FA Call It Right – Joe Lynskey
So often the recurrent nightmare of the English footballer supporter resurfaces itself. A national media is spoon-fed ‘heroes’ from our national game that give them easy ingredients to cook up a whirlwind of scandal, usually best prepared around 3-4 months before a pivotal international tournament.
In the case of John Terry, a man with a history of wrongdoing and now at the centre of a racist scandal, it is hard to give the player in question a leg to stand on.
If Terry is found guilty at his trial in July, the English team, the FA, and the English nation itself must face up to the international critics that their side was led out to a major tournament by a man who racially abused a black player on the pitch. To make matters worse, the victim was fellow English centre half Anton Ferdinand, and the environment in question was the most shamelessly public of all – on the pitch in front of the Sky cameras.
In a team that, despite its many dwindling stars, still holds a nucleus of players that gets an English football fan excited, there is no need for the FA and Capello to persist with such a player as captain.
Terry’s talent as one of the most solid central defenders in the world is tainted by scandalous and criminal antics off the pitch that a peak at Wikipedia will tell you date back to 2001.

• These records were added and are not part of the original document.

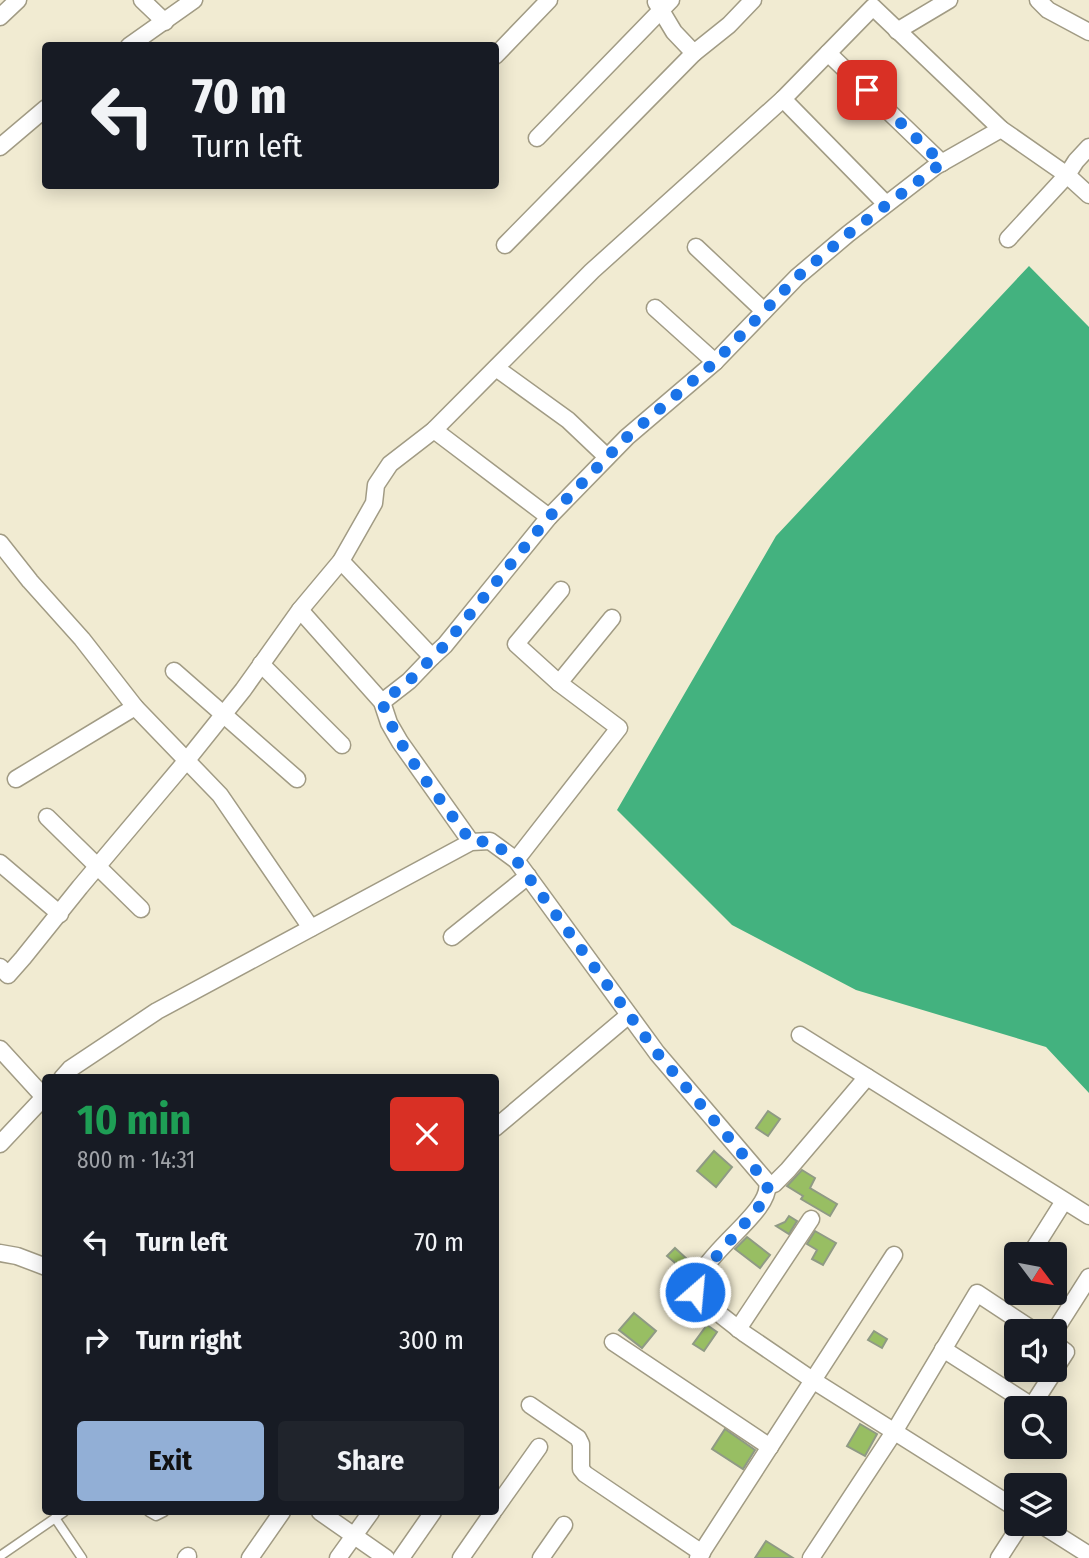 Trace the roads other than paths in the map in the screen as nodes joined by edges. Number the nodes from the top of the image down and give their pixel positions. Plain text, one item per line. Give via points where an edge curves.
1 (18, 0) edge
2 (142, 0) edge
3 (194, 0) edge
4 (550, 0) edge
5 (753, 0) edge
6 (949, 0) edge
7 (1038, 0) edge
8 (662, 3) edge
9 (868, 4) edge
10 (0, 17) edge
11 (165, 22) junction
12 (897, 31) junction
13 (1089, 32) edge
14 (135, 42) edge
15 (499, 52) edge
16 (828, 52) junction
17 (694, 53) junction
18 (783, 99) junction
19 (42, 111) edge
20 (1001, 129) junction
21 (537, 138) dead end
22 (0, 147) edge
23 (1089, 147) edge
24 (942, 163) junction
25 (1068, 175) junction
26 (1089, 194) edge
27 (886, 204) junction
28 (1008, 239) dead end
29 (505, 245) dead end
30 (696, 247) dead end
31 (655, 308) dead end
32 (764, 311) junction
33 (715, 362) junction
34 (496, 369) junction
35 (434, 430) junction
36 (607, 457) junction
37 (549, 517) junction
38 (0, 542) edge
39 (341, 561) junction
40 (561, 590) dead end
41 (300, 610) junction
42 (612, 618) dead end
43 (432, 657) junction
44 (261, 664) junction
45 (174, 671) dead end
46 (559, 683) junction
47 (382, 702) junction
48 (135, 707) junction
49 (224, 713) junction
50 (342, 745) dead end
51 (187, 760) junction
52 (16, 779) dead end
53 (298, 779) dead end
54 (47, 817) dead end
55 (471, 842) junction
56 (516, 860) junction
57 (0, 863) edge
58 (96, 867) junction
59 (528, 876) junction
60 (141, 909) dead end
61 (60, 914) junction
62 (311, 928) junction
63 (452, 937) dead end
64 (0, 967) edge
65 (629, 1015) junction
66 (800, 1035) dead end
67 (0, 1049) edge
68 (66, 1074) edge
69 (867, 1077) junction
70 (42, 1093) edge
71 (42, 1099) edge
72 (499, 1125) edge
73 (3, 1135) edge
74 (768, 1186) junction
75 (1065, 1201) junction
76 (1089, 1216) edge
77 (811, 1219) dead end
78 (1038, 1242) edge
79 (0, 1253) edge
80 (894, 1255) dead end
81 (42, 1265) edge
82 (1089, 1277) edge
83 (1017, 1319) edge
84 (1062, 1319) edge
85 (738, 1329) junction
86 (613, 1342) dead end
87 (943, 1349) junction
88 (814, 1381) junction
89 (1013, 1396) edge
90 (530, 1405) dead end
91 (894, 1432) junction
92 (540, 1447) dead end
93 (770, 1447) junction
94 (1004, 1501) edge
95 (499, 1504) edge
96 (60, 1515) edge
97 (280, 1515) edge
98 (324, 1515) edge
99 (369, 1515) edge
100 (431, 1515) edge
101 (491, 1515) edge
102 (55, 1518) junction
103 (564, 1525) dead end
104 (354, 1536) junction
105 (1013, 1536) edge
106 (1059, 1536) edge
107 (700, 1555) edge
108 (1089, 1555) edge
109 (0, 1556) edge
110 (82, 1558) edge
111 (250, 1558) edge
112 (338, 1558) edge
113 (386, 1558) edge
114 (401, 1558) edge
115 (461, 1558) edge
116 (541, 1558) edge
117 (811, 1558) edge
118 (999, 1558) edge

1 - 10 street
2 - 11 street
3 - 11 street
4 - 15 street
5 - 17 street
6 - 12 street
7 - 13 street
8 - 17 street via 674,33
8 - 21 street
9 - 12 street
9 - 16 street
11 - 14 street
12 - 20 street
16 - 18 street
16 - 24 street
17 - 29 street
18 - 27 street
18 - 34 street via 592,271
19 - 22 street
20 - 24 street
20 - 25 street
23 - 25 street
24 - 27 street
25 - 26 street
25 - 28 street
27 - 32 street via 807,268
30 - 32 street
31 - 33 street
32 - 33 street
33 - 36 street
34 - 35 street
34 - 36 street via 568,420
35 - 37 street
35 - 39 street via 390,464
36 - 37 street
37 - 43 street
38 - 48 street
39 - 41 street
39 - 43 street
40 - 46 street via 516,644
41 - 44 street
41 - 47 street
42 - 46 street
43 - 47 street
44 - 49 street
44 - 50 street
45 - 49 street
46 - 56 street via 619,728
47 - 55 street via 400,742
48 - 51 street
48 - 52 street
49 - 51 street
49 - 53 street
51 - 58 street
51 - 62 street via 220,795
54 - 58 street
55 - 56 street via 490,841
55 - 62 street
56 - 59 street
57 - 61 street
58 - 60 street
58 - 61 street
59 - 63 street
59 - 65 street
61 - 64 street via 8,975
62 - 68 street via 158,1012
65 - 72 street
65 - 74 street
66 - 69 street
67 - 70 street
69 - 74 street via 788,1170
69 - 75 street
71 - 73 street
74 - 85 street via 763,1202 721,1248 695,1286 699,1298
75 - 76 street
75 - 78 street
77 - 85 street
79 - 81 street
80 - 88 street
82 - 84 street
83 - 87 street via 977,1293
85 - 88 street
86 - 93 street
87 - 89 street
87 - 91 street
88 - 91 street
88 - 93 street
90 - 107 street via 578,1438 585,1474
91 - 94 street
91 - 117 street
92 - 95 street
93 - 107 street
96 - 102 lane
97 - 111 street
98 - 104 street
99 - 104 street
100 - 114 street
101 - 115 street
102 - 109 lane
102 - 110 lane
103 - 116 street
104 - 112 street
104 - 113 street
105 - 118 street
106 - 108 street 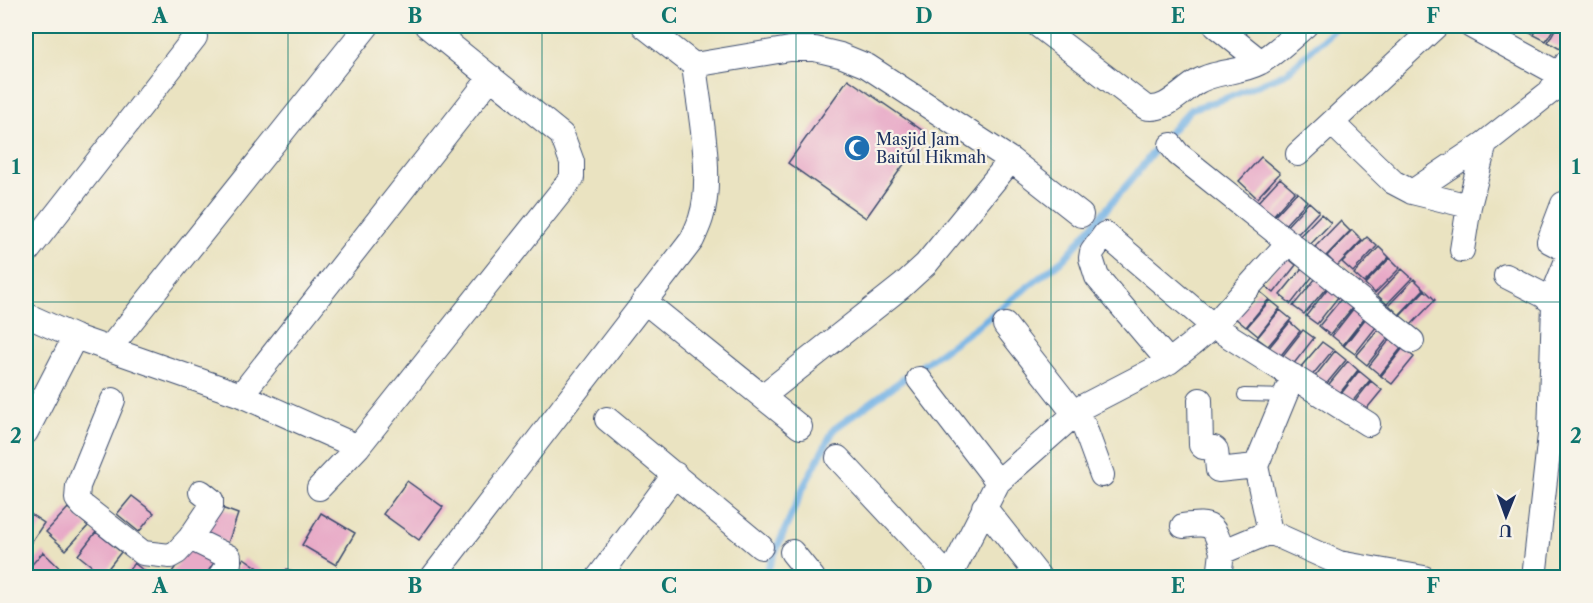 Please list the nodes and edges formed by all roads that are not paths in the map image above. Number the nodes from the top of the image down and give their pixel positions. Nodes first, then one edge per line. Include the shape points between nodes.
1 (367, 26) edge
2 (427, 26) edge
3 (644, 26) edge
4 (1039, 26) edge
5 (1216, 26) edge
6 (1305, 26) edge
7 (1436, 26) edge
8 (1471, 26) edge
9 (195, 37) dead end
10 (1260, 62) junction
11 (694, 66) junction
12 (1565, 71) edge
13 (491, 77) junction
14 (1332, 123) junction
15 (1485, 143) junction
16 (1171, 145) dead end
17 (1298, 154) dead end
18 (1011, 160) junction
19 (1412, 192) junction
20 (1563, 204) dead end
21 (1469, 206) junction
22 (1081, 215) dead end
23 (1288, 242) junction
24 (1462, 250) dead end
25 (1568, 251) edge
26 (26, 253) edge
27 (1568, 258) edge
28 (1506, 276) dead end
29 (1551, 300) junction
30 (644, 301) junction
31 (26, 315) edge
32 (1005, 326) dead end
33 (1213, 326) junction
34 (75, 337) junction
35 (1560, 340) edge
36 (1412, 341) dead end
37 (109, 349) junction
38 (1169, 362) junction
39 (919, 379) dead end
40 (1289, 386) junction
41 (241, 395) junction
42 (1244, 395) dead end
43 (763, 396) junction
44 (113, 400) dead end
45 (1200, 400) dead end
46 (1074, 414) junction
47 (607, 419) dead end
48 (1368, 424) dead end
49 (800, 427) dead end
50 (26, 432) edge
51 (358, 447) junction
52 (838, 458) dead end
53 (1558, 458) edge
54 (1256, 466) junction
55 (675, 474) junction
56 (1102, 476) dead end
57 (998, 482) junction
58 (319, 488) dead end
59 (201, 492) dead end
60 (984, 507) junction
61 (1183, 526) dead end
62 (1270, 532) junction
63 (190, 538) junction
64 (761, 547) dead end
65 (792, 552) dead end
66 (1222, 552) junction
67 (1336, 570) edge
68 (608, 574) edge
69 (949, 577) edge
70 (219, 578) edge
71 (432, 578) edge
72 (813, 578) edge
73 (1040, 578) edge
74 (1219, 578) edge
75 (1424, 578) edge
76 (1534, 578) edge

1 - 37 street
2 - 13 street
3 - 11 street
4 - 10 street via 1150,108 1162,106 1199,81
5 - 10 street
6 - 10 street
7 - 14 street
8 - 12 street
9 - 26 street
11 - 18 street via 790,49 840,55 867,66
11 - 30 street via 705,156 702,217 692,240
12 - 15 street via 1550,92
13 - 41 street
13 - 51 street via 562,135 572,162 572,178
14 - 17 street
14 - 19 street via 1393,182
15 - 19 street
15 - 21 street
16 - 23 street
18 - 22 street
18 - 43 street via 926,264
19 - 21 street
20 - 25 street via 1549,240
21 - 24 street
23 - 33 street
23 - 36 street
27 - 29 street
28 - 29 street
29 - 35 street
30 - 43 street
30 - 71 street
31 - 34 street
32 - 46 street
33 - 38 street
33 - 38 street via 1105,234 1092,252 1096,277
33 - 40 street
34 - 37 street
34 - 50 street
35 - 53 street
37 - 41 street
38 - 46 street
39 - 57 street
40 - 42 lane
40 - 48 street
40 - 54 street
41 - 51 street
43 - 49 street
44 - 63 street via 78,486 77,499 143,553 170,556
45 - 54 street via 1201,445 1216,450 1218,470
46 - 56 street via 1089,435
46 - 57 street
47 - 55 street
51 - 58 street
52 - 69 street
53 - 76 street
54 - 62 street
55 - 64 street
55 - 68 street
57 - 60 street
59 - 63 street via 211,500 211,507
60 - 69 street
60 - 73 street
61 - 66 street via 1210,526 1216,531
62 - 66 street
62 - 67 street
63 - 70 street via 229,557 230,563
65 - 72 street
66 - 74 street
67 - 75 street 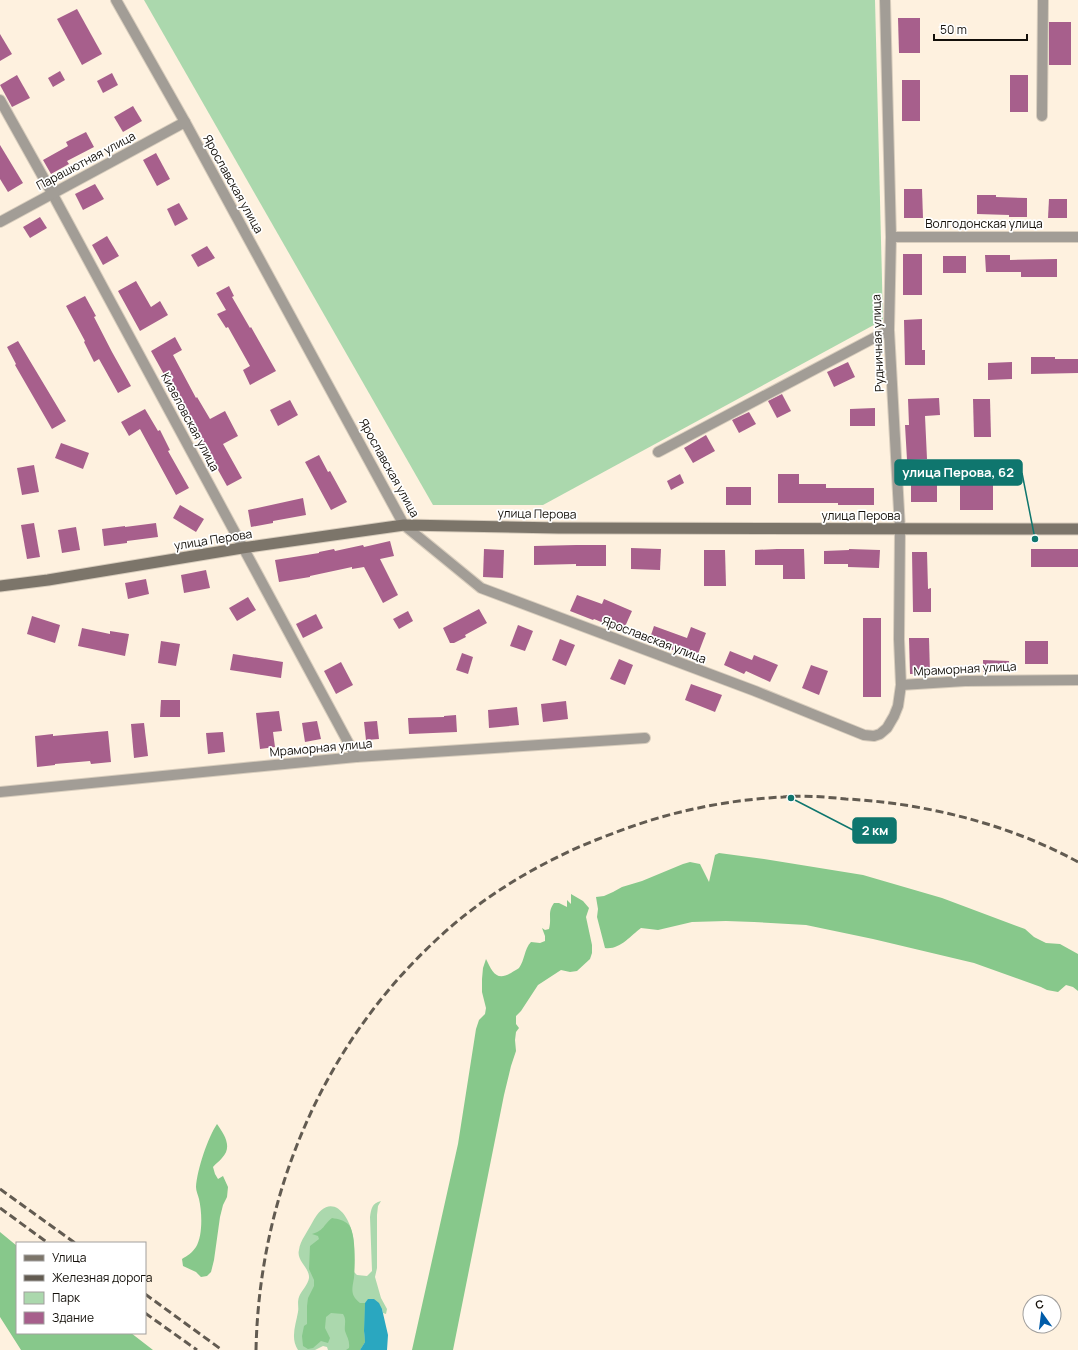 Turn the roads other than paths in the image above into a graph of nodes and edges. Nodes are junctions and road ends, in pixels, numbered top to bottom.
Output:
1 (116, 0) edge
2 (885, 0) edge
3 (1043, 0) edge
4 (0, 100) edge
5 (1042, 116) dead end
6 (184, 122) junction
7 (52, 194) junction
8 (0, 222) edge
9 (891, 237) junction
10 (1078, 237) edge
11 (889, 330) junction
12 (658, 452) dead end
13 (404, 525) junction
14 (900, 529) junction
15 (1078, 529) edge
16 (242, 548) junction
17 (0, 586) edge
18 (1078, 680) edge
19 (901, 685) junction
20 (864, 735) joint
21 (645, 738) dead end
22 (356, 757) junction
23 (0, 792) edge

1 - 6 street, Ярославская улица
2 - 9 street, Рудничная улица
3 - 5 street
4 - 7 street, Кизеловская улица
6 - 7 street, Парашютная улица
6 - 13 street, Ярославская улица
7 - 8 street, Парашютная улица
7 - 16 street, Кизеловская улица
9 - 10 street, Волгодонская улица
9 - 11 street, Рудничная улица
11 - 12 street
11 - 14 street, Рудничная улица
13 - 14 main road, улица Перова
13 - 16 main road, улица Перова
13 - 20 street, Ярославская улица
14 - 15 main road, улица Перова
14 - 19 street, Рудничная улица
16 - 17 main road, улица Перова
16 - 22 street, Кизеловская улица
18 - 19 street, Мраморная улица
19 - 20 street, Мраморная улица
21 - 22 street, Мраморная улица
22 - 23 street, Мраморная улица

On the pitch, too, he is no angel, and his performances in a misfiring Chelsea side this season have been on the slide. So often he is the one at the heart of the on-pitch brawl and the unnecessary retaliation – as a supporter of any Chelsea opponent would justify.
Whilst Terry’s passion for the game and for his country remains unquestioned, the most traditionalist of England fans are so used to seeing the images of English courage and honesty leading their team out – the comeback of David Beckham to captain following France ’98, Alan Shearer, Bobby Moore. It would take the most ardent of Chelsea and Terry supporters to condone him taking on this role in June for an England team looking to being through the next generation.
Would any of these supporters see Steven Gerrard, Joe Hart, or Harry Redknapp’s golden boy Scott Parker as a detrimental replacement for England’s chances at the Euros? I doubt it.
FA Called It Wrong – Beccy Oldham
‘Innocent until proven guilty’, the basis of our criminal law system and a presumption that appears to have been flouted with the FA’s decision to remove Terry’s armband for the second time in two years. The alleged race row involving QPR’s Anton Ferdinand comes after John Terry had been previously stripped of his captaincy two years ago, after being caught in the midst of an affair with Wayne Bridge’s partner at the time.
The incident that occurred at Loftus road in October between Ferdinand and Terry should of course be treated seriously and professionally. Racism within sport has no place and it must be echoed with consistency.
John Terry’s plea of not guilty heard in Westminster Magistrates court on Wednesday has spark controversy in the consistency of the FA. If they believe John Terry had been racist towards Anton Ferdinand, would a suitable punishment be to half heartedly remove his captaincy and allow him to continue playing? If the FA were that concerned about the equality in their game and how Terry’s international colleagues would feel playing against him instead of their image across the globe, Terry would have been banned outright.
Fabio Capello has previously stated to the media that he was in support of the viewpoint that everyone should be presumed innocent until proven guilty, and that he did not see the need to remove Terry from the head of the under pressure England squad. Yet after deeming Terry to have ‘punishment enough’ for an affair which had no reflection upon his leadership capabilities, Capello has been severely undermined by his bosses at the FA, posing questions regarding the state of the English camp before the European Championships this summer. Are the FA more concerned about protecting their own face than playing good football?
The hearing now set for a week after the European Championships, leaves Terry, although accused of being a racist, eligible to play for the squad, but not being deemed fit enough to captain. If the FA were looking for a way to self-handicap their squad for the summer, they’ve found a perfectly solid way of doing so.